Pull every "Pacífico" line out of the data below.

Given information:
########

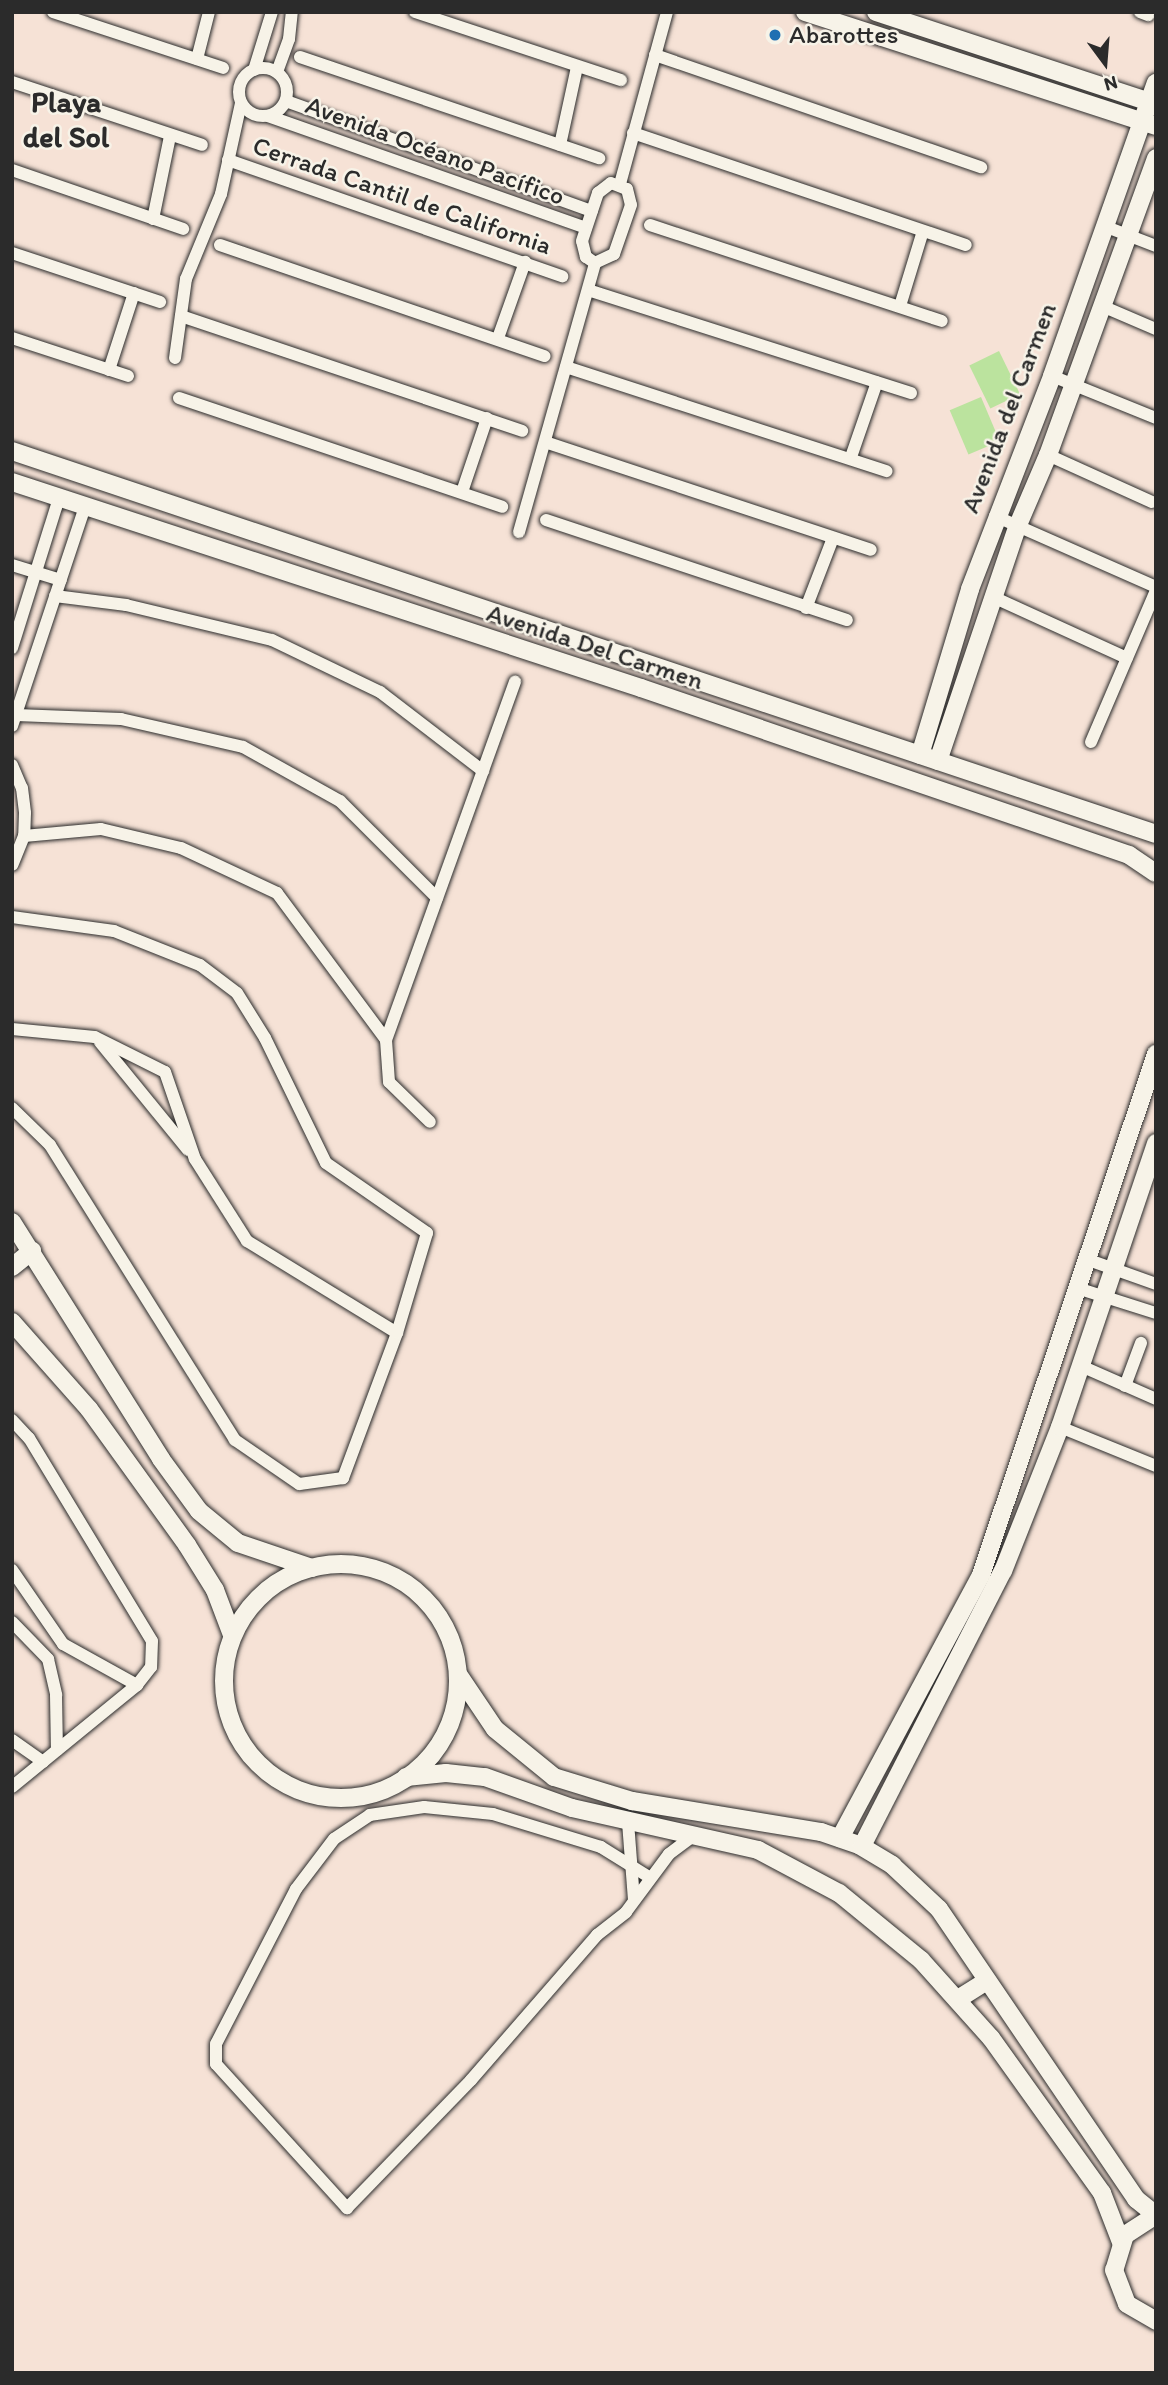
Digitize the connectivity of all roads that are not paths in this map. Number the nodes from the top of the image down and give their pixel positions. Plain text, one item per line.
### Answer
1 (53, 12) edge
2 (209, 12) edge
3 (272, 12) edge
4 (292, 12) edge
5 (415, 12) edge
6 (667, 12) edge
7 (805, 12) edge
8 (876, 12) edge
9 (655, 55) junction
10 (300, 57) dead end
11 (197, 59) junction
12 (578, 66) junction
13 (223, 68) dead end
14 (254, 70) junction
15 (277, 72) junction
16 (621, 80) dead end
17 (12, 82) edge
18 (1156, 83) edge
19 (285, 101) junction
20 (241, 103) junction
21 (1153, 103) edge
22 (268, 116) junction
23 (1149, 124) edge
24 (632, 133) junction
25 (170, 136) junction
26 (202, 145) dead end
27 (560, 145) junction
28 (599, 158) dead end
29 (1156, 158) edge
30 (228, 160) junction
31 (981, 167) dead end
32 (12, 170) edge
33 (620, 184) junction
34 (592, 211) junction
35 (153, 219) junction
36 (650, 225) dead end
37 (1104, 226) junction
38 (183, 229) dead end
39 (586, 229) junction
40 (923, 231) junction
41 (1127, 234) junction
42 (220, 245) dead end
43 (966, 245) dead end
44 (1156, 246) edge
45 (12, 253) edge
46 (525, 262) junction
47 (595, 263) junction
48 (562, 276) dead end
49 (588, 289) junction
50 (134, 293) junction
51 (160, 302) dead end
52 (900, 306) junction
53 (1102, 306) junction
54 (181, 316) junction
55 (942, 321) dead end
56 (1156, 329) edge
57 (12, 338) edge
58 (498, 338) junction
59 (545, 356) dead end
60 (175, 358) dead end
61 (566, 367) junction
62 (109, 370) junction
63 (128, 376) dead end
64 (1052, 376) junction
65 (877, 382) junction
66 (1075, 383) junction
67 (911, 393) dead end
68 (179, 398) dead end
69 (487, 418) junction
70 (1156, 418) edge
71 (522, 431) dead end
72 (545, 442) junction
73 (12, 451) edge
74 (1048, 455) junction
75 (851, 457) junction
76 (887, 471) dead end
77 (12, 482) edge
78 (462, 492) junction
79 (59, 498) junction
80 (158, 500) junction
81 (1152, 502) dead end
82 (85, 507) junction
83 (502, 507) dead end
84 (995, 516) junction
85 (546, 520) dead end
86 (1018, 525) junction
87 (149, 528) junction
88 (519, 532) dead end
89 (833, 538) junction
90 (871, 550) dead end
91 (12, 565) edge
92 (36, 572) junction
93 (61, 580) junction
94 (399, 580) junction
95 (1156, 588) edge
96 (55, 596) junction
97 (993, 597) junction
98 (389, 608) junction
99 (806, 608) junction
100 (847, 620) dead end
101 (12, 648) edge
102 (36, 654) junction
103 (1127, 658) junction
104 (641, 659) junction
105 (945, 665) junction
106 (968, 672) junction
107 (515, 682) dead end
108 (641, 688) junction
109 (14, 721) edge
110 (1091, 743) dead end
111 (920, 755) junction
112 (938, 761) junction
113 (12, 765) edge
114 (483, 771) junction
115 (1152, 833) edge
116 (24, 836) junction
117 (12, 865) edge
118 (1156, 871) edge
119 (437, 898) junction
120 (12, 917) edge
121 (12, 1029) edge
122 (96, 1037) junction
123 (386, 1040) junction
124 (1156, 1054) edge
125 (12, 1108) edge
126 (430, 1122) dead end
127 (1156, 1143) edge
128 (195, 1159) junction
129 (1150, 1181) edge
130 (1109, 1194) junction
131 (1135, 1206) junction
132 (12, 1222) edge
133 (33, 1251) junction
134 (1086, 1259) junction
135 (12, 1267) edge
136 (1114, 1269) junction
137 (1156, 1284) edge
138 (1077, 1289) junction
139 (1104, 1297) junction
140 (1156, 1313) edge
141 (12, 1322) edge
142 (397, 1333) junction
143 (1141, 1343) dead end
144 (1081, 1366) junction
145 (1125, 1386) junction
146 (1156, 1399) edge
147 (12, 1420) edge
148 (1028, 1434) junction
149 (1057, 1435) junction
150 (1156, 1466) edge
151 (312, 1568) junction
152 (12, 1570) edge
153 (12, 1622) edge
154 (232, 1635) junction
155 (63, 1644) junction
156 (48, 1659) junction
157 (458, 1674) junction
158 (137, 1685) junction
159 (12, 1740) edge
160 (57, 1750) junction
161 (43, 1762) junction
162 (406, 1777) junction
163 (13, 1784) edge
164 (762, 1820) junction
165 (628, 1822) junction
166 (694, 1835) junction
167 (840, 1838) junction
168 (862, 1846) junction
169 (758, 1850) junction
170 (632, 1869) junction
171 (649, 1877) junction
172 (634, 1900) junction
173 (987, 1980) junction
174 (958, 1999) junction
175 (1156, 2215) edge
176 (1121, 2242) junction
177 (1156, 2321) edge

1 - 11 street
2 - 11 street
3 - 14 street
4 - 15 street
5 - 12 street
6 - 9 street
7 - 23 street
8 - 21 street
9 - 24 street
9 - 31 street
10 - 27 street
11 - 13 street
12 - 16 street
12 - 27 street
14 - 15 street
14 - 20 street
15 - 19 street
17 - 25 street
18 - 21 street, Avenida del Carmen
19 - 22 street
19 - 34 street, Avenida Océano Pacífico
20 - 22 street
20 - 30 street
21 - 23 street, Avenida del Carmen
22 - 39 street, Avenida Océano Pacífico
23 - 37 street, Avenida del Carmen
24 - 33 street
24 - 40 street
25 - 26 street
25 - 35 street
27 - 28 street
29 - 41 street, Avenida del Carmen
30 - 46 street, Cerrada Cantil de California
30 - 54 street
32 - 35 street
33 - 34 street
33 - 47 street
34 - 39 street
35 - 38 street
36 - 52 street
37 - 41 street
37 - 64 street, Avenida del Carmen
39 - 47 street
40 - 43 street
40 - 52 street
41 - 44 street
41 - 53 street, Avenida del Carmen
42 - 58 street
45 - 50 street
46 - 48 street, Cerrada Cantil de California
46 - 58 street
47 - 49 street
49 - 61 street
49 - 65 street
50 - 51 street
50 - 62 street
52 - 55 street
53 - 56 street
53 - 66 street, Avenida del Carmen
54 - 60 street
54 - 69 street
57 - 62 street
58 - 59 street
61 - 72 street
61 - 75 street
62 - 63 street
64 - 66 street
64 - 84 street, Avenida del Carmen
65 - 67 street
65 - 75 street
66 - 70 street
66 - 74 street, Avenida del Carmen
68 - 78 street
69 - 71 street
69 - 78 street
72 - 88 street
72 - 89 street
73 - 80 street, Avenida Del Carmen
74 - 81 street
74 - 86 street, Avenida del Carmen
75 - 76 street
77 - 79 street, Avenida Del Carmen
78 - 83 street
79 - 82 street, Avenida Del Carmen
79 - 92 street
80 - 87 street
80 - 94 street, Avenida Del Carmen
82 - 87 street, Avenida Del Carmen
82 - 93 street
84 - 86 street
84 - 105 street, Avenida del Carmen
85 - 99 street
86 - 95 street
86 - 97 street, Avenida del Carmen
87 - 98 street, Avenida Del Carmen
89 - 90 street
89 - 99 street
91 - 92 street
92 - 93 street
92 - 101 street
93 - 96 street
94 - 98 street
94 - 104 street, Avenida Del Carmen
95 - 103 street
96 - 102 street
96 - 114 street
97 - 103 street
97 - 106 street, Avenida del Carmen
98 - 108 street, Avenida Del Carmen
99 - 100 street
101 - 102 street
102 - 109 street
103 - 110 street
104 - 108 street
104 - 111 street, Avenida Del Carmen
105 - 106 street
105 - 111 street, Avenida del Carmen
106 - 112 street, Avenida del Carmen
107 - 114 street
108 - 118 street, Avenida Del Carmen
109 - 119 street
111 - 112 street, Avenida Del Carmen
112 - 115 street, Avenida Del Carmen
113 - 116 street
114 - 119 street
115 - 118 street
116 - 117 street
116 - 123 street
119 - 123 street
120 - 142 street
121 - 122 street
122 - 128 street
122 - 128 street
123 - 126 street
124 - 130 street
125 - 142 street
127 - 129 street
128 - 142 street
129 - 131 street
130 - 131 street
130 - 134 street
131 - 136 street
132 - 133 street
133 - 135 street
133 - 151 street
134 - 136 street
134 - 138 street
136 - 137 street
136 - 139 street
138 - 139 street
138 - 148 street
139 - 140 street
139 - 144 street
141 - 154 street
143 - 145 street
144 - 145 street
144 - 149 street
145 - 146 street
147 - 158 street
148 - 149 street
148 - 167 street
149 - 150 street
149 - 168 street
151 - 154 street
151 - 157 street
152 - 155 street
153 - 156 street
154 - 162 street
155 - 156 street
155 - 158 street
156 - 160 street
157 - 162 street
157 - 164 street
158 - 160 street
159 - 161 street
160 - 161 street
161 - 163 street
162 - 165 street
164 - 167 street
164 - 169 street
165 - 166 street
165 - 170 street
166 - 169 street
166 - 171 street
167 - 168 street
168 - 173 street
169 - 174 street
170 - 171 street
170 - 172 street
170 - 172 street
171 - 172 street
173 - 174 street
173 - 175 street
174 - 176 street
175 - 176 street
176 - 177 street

########

Result of this task:
19 - 34 street, Avenida Océano Pacífico
22 - 39 street, Avenida Océano Pacífico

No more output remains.